Nash shakes his head, grinning evilly.

Nash says, 'No, I have something else in store for you, Okk'.

Nash says, 'Neutrality'.

Nash throws back His head and cackles with insane glee!

Nash says, 'Here's what we do...'.


[Top-Secret Immortal Planning]


Nash pats you on the shoulder.

Nash says, 'Give 'em hell, Okk'.

You say, 'I shall not disappoint you, Lord'.

Nash glares icily at you, you feel cold to your bones.

Nash says, 'You forgot to grovel'.

You say, 'I...I was just about to'.

You grovel before him.

Nash says, 'A likely story'.

Nash swats at you with his pinky finger.
Nash ***ANNIHILATES*** you!
That really did HURT!
You sure are BLEEDING!

Nash flicks his hand in the air as if sweeping you aside.
Blackness swallows your being...
You are falling...
And falling...

Being Tortured for an Eternity
[Exits: none]
You are standing in a plain white room.

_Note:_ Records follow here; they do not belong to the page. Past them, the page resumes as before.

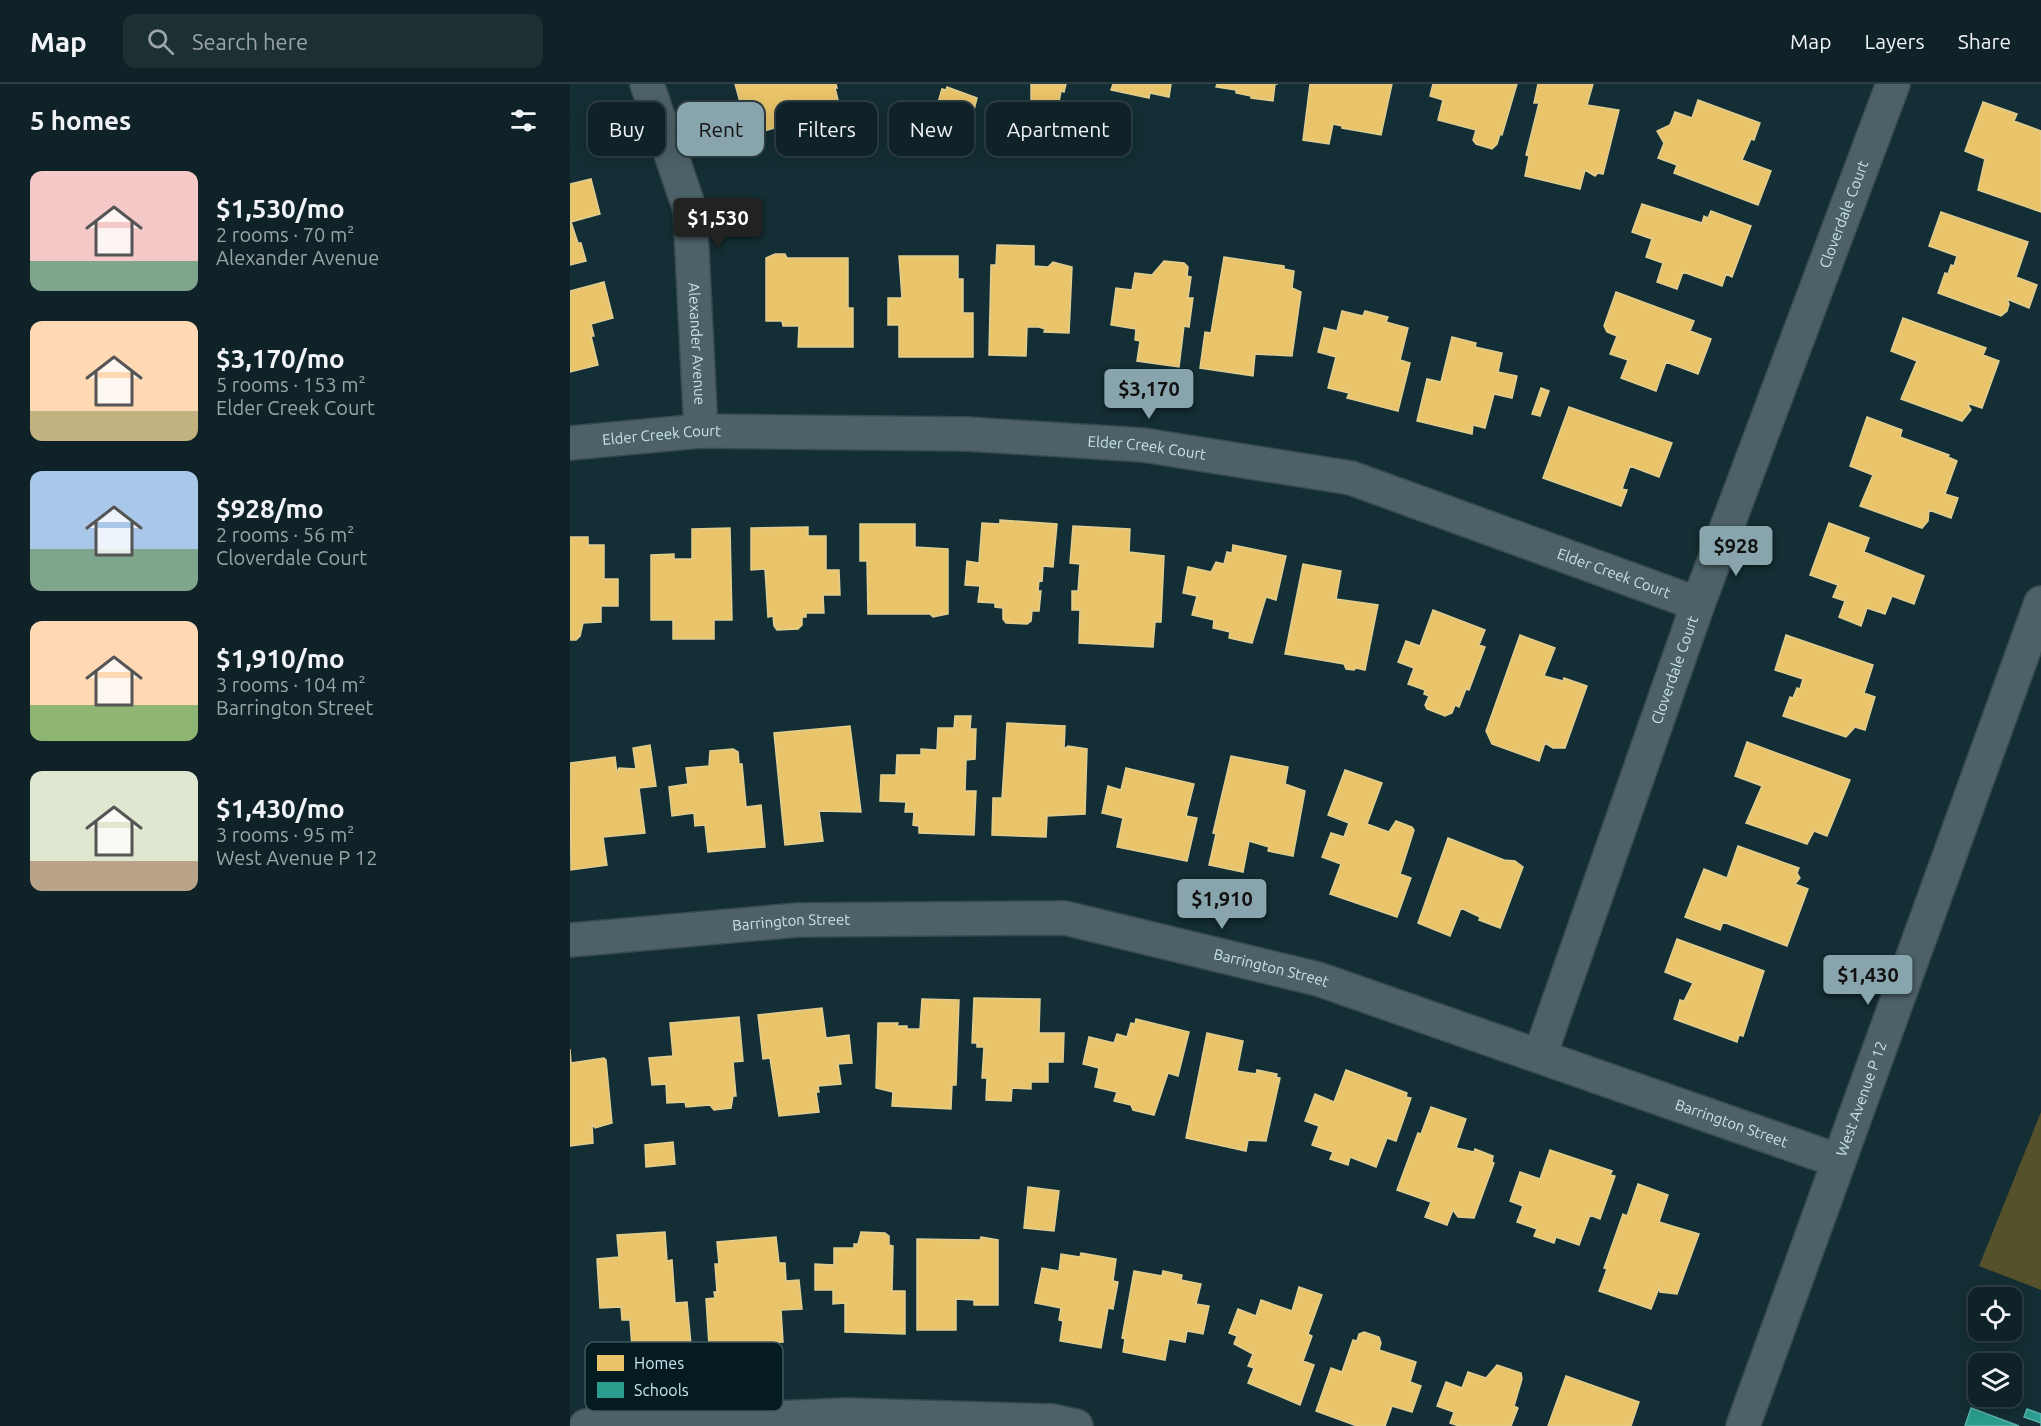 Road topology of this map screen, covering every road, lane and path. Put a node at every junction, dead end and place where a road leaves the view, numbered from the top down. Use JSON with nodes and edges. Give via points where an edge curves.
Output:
{"nodes":[{"id":1,"x":647,"y":84,"type":"edge"},
{"id":2,"x":1893,"y":84,"type":"edge"},
{"id":3,"x":701,"y":431,"type":"junction"},
{"id":4,"x":570,"y":443,"type":"edge"},
{"id":5,"x":2041,"y":603,"type":"edge"},
{"id":6,"x":1698,"y":604,"type":"junction"},
{"id":7,"x":570,"y":940,"type":"edge"},
{"id":8,"x":1540,"y":1055,"type":"junction"},
{"id":9,"x":1839,"y":1161,"type":"junction"},
{"id":10,"x":586,"y":1426,"type":"edge"},
{"id":11,"x":1076,"y":1426,"type":"edge"},
{"id":12,"x":1743,"y":1426,"type":"edge"}],
"edges":[{"from":1,"to":3,"type":"street","name":"Alexander Avenue","via":[[690,210]]},
{"from":2,"to":6,"type":"street","name":"Cloverdale Court"},
{"from":3,"to":4,"type":"street","name":"Elder Creek Court"},
{"from":3,"to":6,"type":"street","name":"Elder Creek Court","via":[[967,434],[1143,445],[1351,478]]},
{"from":5,"to":9,"type":"street","name":"West Avenue P 12"},
{"from":6,"to":8,"type":"street","name":"Cloverdale Court"},
{"from":7,"to":8,"type":"street","name":"Barrington Street","via":[[798,920],[1065,918],[1318,979]]},
{"from":8,"to":9,"type":"street","name":"Barrington Street"},
{"from":9,"to":12,"type":"street","name":"West Avenue P 12"},
{"from":10,"to":11,"type":"street","via":[[846,1415],[1053,1421]]}]} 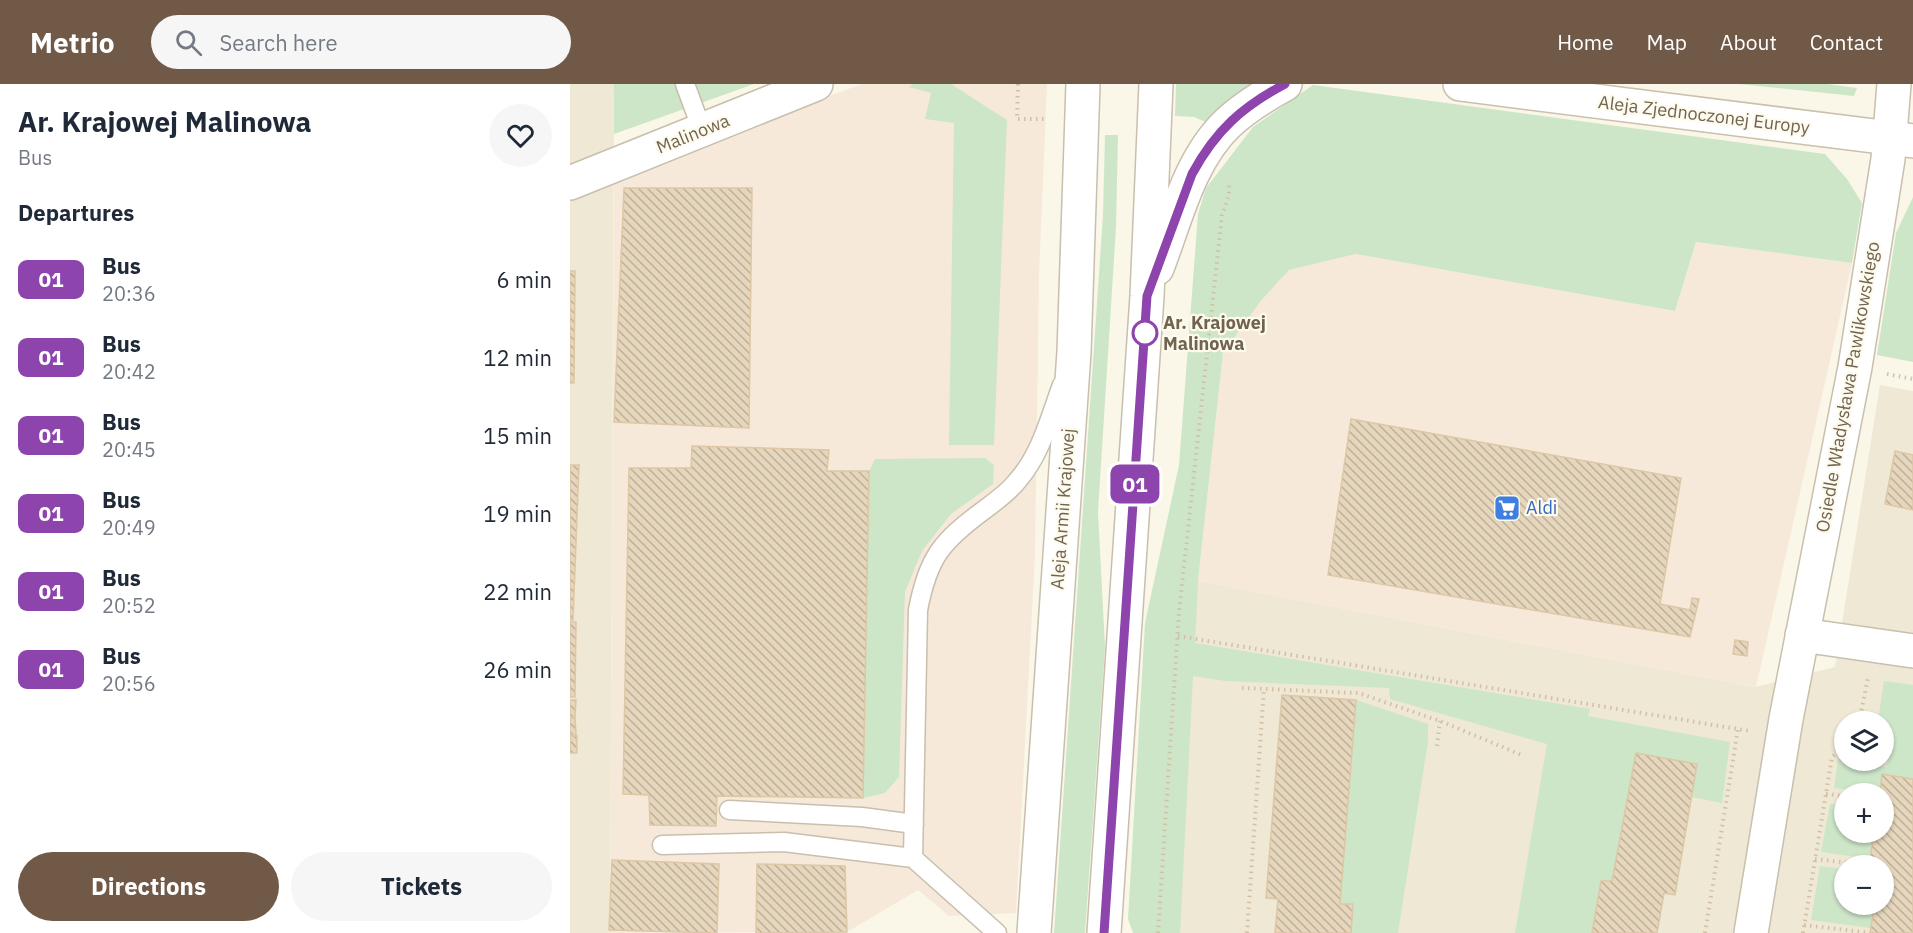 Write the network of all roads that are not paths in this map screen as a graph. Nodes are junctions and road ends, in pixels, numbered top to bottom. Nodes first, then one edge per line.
1 (686, 84) edge
2 (816, 84) edge
3 (1083, 84) edge
4 (1156, 84) edge
5 (1285, 84) edge
6 (1460, 84) edge
7 (1894, 84) edge
8 (702, 130) junction
9 (1902, 140) edge
10 (570, 183) edge
11 (1147, 296) junction
12 (1074, 352) junction
13 (1802, 636) junction
14 (1913, 651) edge
15 (729, 810) dead end
16 (914, 824) junction
17 (662, 845) dead end
18 (913, 858) junction
19 (997, 933) edge
20 (1034, 933) edge
21 (1104, 933) edge
22 (1751, 933) edge

1 - 8 lane
2 - 8 street, Malinowa
3 - 12 street, Aleja Armii Krajowej
4 - 11 street
5 - 11 street
6 - 9 street, Aleja Zjednoczonej Europy
7 - 9 street, Osiedle Władysława Pawlikowskiego
8 - 10 street, Malinowa
9 - 13 street, Osiedle Władysława Pawlikowskiego
11 - 21 street
12 - 16 lane
12 - 20 street, Aleja Armii Krajowej
13 - 14 street
13 - 22 street, Osiedle Władysława Pawlikowskiego
15 - 16 lane
16 - 18 lane
17 - 18 lane
18 - 19 lane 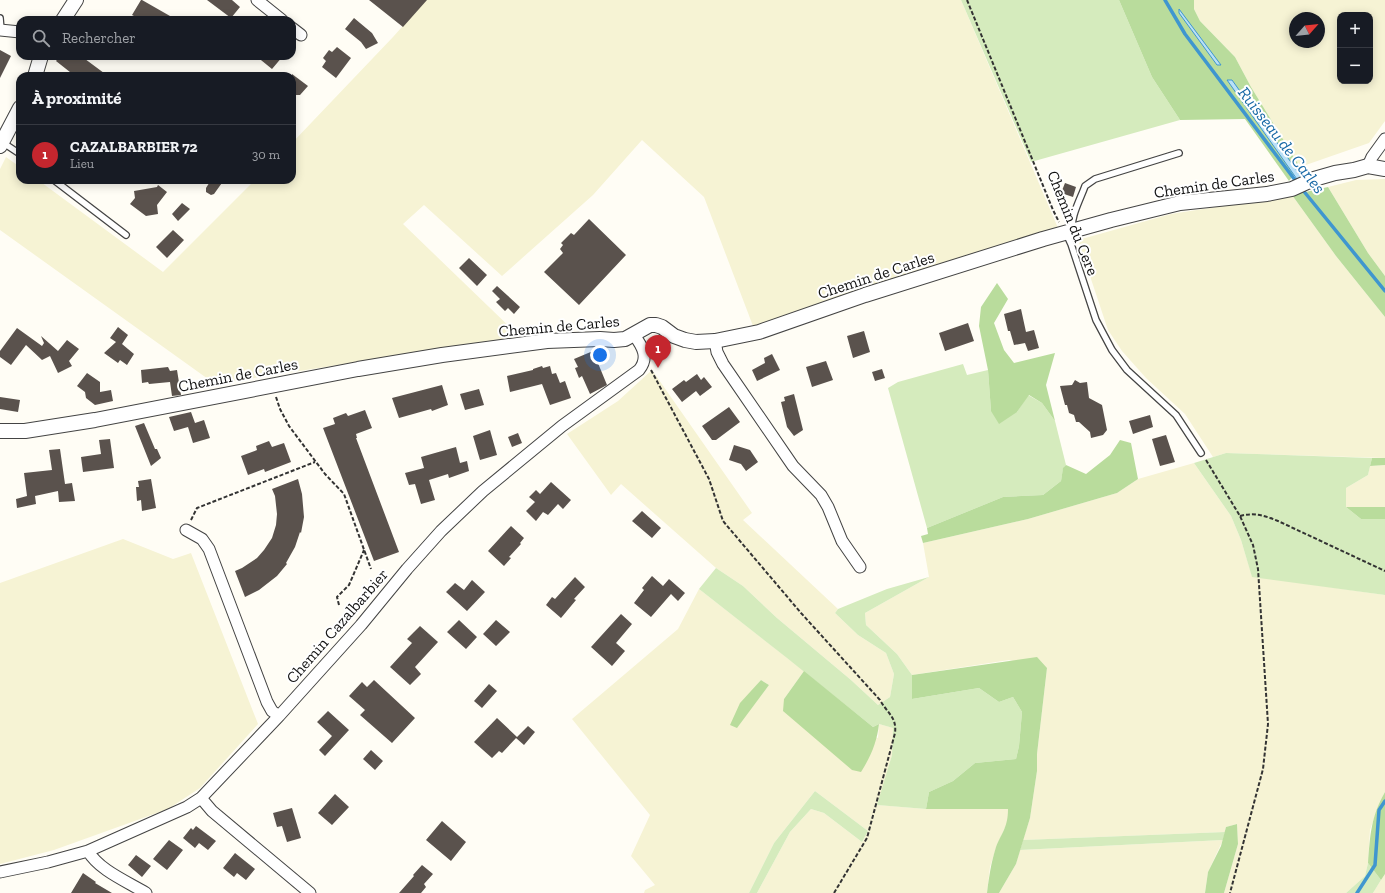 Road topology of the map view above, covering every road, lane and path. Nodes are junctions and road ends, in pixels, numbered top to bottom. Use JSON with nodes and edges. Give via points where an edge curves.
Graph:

The room is completely bare...no
sharp objects, no torture devices...nothing.
You wonder why a torture room of the Great Lord Nash isn't better equipped.
That's until you see...
(Blue Aura) Demian is here.
(Blue Aura) Demian is here.
(Blue Aura) Demian is here.
(Blue Aura) Demian is here.
(Blue Aura) Demian is here.
(Blue Aura) Demian is here.
(Blue Aura) Demian is here.
(Blue Aura) Demian is here.
(Blue Aura) Demian is here.
(Blue Aura) Demian is here.
(Blue Aura) Demian is here.
(Blue Aura) Demian is here.
(Blue Aura) Demian is here.
(Blue Aura) Demian is here.
(Blue Aura) Demian is here.
(Blue Aura) Demian is here.
(Blue Aura) Demian is here.
(Blue Aura) Demian is here.
(Blue Aura) Demian is here.
(Blue Aura) Demian is here.
WHAM!!!!!!!
You are within inches of death!

Demian says (in common), 'Hi Okk'.
Demian says (in common), 'Hi Okk'.
Demian says (in common), 'Hi Okk'.
Demian says (in common), 'Hi Okk'.
Demian says (in common), 'Hi Okk'.
Demian says (in common), 'Hi Okk'.
Demian says (in common), 'Hi Okk'.
Demian says (in common), 'Hi Okk'.
Demian says (in common), 'Hi Okk'.
Demian says (in common), 'Hi Okk'.
Demian says (in common), 'Hi Okk'.
Demian says (in common), 'Hi Okk'.
Demian says (in common), 'Hi Okk'.
Demian says (in common), 'Hi Okk'.
Demian says (in common), 'Hi Okk'.
Demian says (in common), 'Hi Okk'.
Demian says (in common), 'Hi Okk'.
Demian says (in common), 'Hi Okk'.
Demian says (in common), 'Hi Okk'.
Demian says (in common), 'Hi Okk'.

ARRRRRRRRRRGH!!!!!

Nash [GS] tells you, 'You think that's bad...wait until room #3!'.